Теперь мне представилась возможность встретиться с Владимиром Владимировичем в домашней обстановке, в окружении близких ему людей. Между ним и слушателями не будет рампы, он будет читать тут же, совсем рядом. Все это меня волновало, придавало поездке к Маяковскому какую-то праздничную приподнятость.
Анатолий Васильевич часто рассказывал мне о Маяковском, о первом, петроградском периоде, когда, после переезда правительства в Москву, Наркомпрос оставался еще некоторое время в Петрограде. С его слов я знала, с каким энтузиазмом в первые послеоктябрьские дни участвовал Маяковский в организации художественной жизни молодой республики. Анатолий Васильевич вспоминал обо всех перипетиях постановки «Мистерии-буфф», за которую он так горячо ратовал. Маяковский в своей статье «Только не воспоминания» писал: «Театра не находилось. Насквозь забиты Макбетами. Предоставили нам цирк, разбитый и разломанный митингами. Затем и цирк завтео М. Ф. Андреева предписала отобрать. Я никогда не видел Анатолия Васильевича кричащим, но тут рассвирепел и он. Через минуту я уже волочил бумажку с печатью насчет палок и насчет колес». Анатолий Васильевич рассказывал также о своих посещениях неотапливаемой киностудии во время съемок сценариев Маяковского с участием автора.
Приехали мы к Маяковскому в Водопьяный переулок, когда большинство приглашенных уже собралось.
Кстати, об Анатолии Васильевиче говорили, что он часто опаздывает, иной раз говорили с обидой, но я должна засвидетельствовать, что если такие случаи и бывали, то это происходило только от совершенно нечеловеческой нагрузки, которую нес Луначарский: невероятно трудно было справиться с той массой разнообразнейших дел, которая приходилась на его долю. Для тех, кто хоть немного знал лично Луначарского, не могло быть и речи о каком-то невнимании или небрежности: просто Анатолий Васильевич работал с семи часов утра до часу ночи, никогда не отдыхая днем, не всегда находя время для обеда, с трудом вырывая рано утром час-полтора для своей писательской работы.
Итак, мы приехали, когда уже почти все собрались, поэтому обычные представления и приветствия были сокращены до минимума. На этом вечере я впервые увидела Лилю Юрьевну Брик, тоненькую, изящную, в черном платье, с гладко причесанными темно-рыжими волосами.

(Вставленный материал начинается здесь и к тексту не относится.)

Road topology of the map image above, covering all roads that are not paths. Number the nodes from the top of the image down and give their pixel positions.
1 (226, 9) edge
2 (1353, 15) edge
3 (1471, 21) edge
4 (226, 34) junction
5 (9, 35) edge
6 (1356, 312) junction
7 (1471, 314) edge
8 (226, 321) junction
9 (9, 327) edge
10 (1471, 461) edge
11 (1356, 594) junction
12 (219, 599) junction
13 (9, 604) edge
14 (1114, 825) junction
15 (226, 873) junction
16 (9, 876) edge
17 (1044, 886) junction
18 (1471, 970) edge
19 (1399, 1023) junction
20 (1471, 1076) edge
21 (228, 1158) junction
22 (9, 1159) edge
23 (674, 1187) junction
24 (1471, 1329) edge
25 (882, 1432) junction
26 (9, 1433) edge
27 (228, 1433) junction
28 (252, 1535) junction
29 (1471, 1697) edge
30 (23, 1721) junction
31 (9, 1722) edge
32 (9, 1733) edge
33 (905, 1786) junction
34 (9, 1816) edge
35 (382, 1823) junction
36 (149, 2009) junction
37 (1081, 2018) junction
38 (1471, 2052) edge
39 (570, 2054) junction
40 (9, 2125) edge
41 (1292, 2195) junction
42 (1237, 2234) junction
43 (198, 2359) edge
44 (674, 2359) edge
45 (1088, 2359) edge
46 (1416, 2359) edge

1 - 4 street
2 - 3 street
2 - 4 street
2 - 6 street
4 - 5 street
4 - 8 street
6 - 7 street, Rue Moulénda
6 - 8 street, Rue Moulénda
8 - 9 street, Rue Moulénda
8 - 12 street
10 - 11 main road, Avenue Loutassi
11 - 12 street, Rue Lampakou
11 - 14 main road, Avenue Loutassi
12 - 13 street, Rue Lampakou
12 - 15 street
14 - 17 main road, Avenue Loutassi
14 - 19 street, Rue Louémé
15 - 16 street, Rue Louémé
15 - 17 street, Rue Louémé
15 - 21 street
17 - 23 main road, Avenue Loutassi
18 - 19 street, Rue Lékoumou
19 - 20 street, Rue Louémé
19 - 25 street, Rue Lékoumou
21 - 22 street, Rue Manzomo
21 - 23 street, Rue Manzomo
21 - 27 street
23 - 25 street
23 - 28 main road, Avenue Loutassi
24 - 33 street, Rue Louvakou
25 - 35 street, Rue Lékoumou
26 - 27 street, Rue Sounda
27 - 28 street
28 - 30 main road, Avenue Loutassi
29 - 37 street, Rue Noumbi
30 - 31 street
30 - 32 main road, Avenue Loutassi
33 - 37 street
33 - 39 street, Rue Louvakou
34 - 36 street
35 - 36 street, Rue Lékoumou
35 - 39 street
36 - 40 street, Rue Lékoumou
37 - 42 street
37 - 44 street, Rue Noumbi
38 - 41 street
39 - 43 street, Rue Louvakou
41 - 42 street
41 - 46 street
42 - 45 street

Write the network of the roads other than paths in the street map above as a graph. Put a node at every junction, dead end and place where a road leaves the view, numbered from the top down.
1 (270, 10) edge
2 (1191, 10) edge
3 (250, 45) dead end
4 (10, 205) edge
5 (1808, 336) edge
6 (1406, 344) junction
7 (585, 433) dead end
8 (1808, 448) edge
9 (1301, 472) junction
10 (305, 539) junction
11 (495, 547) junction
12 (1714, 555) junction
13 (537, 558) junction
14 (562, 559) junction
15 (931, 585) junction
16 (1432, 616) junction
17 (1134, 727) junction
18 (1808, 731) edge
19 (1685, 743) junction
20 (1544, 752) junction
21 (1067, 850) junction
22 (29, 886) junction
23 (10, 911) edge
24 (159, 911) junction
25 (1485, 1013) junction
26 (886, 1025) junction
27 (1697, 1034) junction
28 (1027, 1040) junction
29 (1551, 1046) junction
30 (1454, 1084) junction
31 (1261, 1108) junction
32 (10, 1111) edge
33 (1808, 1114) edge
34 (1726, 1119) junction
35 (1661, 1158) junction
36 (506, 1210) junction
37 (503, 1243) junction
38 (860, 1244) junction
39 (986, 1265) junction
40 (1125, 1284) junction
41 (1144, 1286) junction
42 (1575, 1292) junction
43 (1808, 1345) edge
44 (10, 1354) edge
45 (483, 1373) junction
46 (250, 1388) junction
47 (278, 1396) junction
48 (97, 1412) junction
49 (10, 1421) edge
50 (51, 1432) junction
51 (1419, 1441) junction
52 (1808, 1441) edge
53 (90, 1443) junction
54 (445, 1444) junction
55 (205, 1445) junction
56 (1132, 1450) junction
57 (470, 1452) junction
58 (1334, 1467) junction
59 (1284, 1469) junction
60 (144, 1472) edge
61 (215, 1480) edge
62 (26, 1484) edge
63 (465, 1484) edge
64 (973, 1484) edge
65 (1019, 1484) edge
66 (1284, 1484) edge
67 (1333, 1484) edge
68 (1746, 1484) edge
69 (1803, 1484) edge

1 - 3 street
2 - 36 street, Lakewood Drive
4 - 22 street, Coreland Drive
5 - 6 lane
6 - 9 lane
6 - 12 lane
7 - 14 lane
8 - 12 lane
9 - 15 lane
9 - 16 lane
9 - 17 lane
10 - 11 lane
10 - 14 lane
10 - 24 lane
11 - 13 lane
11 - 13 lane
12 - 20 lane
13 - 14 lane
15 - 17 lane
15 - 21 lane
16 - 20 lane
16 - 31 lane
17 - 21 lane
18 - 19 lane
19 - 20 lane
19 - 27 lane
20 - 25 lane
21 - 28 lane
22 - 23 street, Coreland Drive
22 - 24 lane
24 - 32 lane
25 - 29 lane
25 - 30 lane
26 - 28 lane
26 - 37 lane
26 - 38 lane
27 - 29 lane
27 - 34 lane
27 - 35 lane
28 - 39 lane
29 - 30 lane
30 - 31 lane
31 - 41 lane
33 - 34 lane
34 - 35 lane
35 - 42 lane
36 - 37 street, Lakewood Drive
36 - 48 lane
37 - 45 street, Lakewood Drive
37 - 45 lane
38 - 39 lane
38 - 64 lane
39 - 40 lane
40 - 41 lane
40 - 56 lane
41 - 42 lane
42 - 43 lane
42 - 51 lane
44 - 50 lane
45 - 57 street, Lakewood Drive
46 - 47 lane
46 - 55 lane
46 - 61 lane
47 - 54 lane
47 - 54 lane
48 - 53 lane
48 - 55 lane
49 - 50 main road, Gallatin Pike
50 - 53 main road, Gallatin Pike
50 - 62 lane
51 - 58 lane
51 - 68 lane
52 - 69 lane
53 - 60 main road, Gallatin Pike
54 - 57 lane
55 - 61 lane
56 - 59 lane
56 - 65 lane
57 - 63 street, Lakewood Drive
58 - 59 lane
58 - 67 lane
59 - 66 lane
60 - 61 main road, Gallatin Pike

С некоторыми из присутствующих я была знакома, других знала в лицо, были и совсем незнакомые мне люди; зато Анатолий Васильевич, по-видимому, знал и узнавал почти всех. Запомнился мне Осип Максимович Брик, любезный, корректный, Асеевы, Гроссман-Рощин, Малкин, Шкловский. Посреди комнаты художник Давид Петрович Штеренберг очень оживленно убеждал в чем-то Маяковского. Я невольно вспомнила карикатуру, где изображен был крохотный Штеренберг с цитатой из статьи Луначарского об изобразительном искусстве: «Штеренберг является несомненно крупной фигурой».
Когда рядом с этой «крупной фигурой» стоял Маяковский, получалось очень забавное зрелище.
Несмотря на то, что было много талантливых и известных людей, все мое внимание невольно фиксировалось на Маяковском. Большого роста и при этом очень складный, с широкими уверенными движениями, хорошо посаженной круглой головой и внимательным взглядом золотисто-карих глаз, он вдруг улыбался как-то очень молодо и по-мальчишески застенчиво, и от этой улыбки у его собеседников сразу исчезала всякая скованность при общении с ним.
Началось чтение «Про это». И тогда, в начале 20-х годов, и за все последующие годы я слышала десятки исполнителей произведений Маяковского, многие из них мне нравились, но, конечно, лучше всех стихи Маяковского читал сам Маяковский.
Многие чтецы исполняют произведения Маяковского, не сохраняя своеобразия манеры поэта и не подражая его интонациям; большинство старается имитировать его манеру чтения, но тех, кто слышал Маяковского, любое исполнение его произведений, даже самыми прославленными чтецами, неизбежно разочаровывает.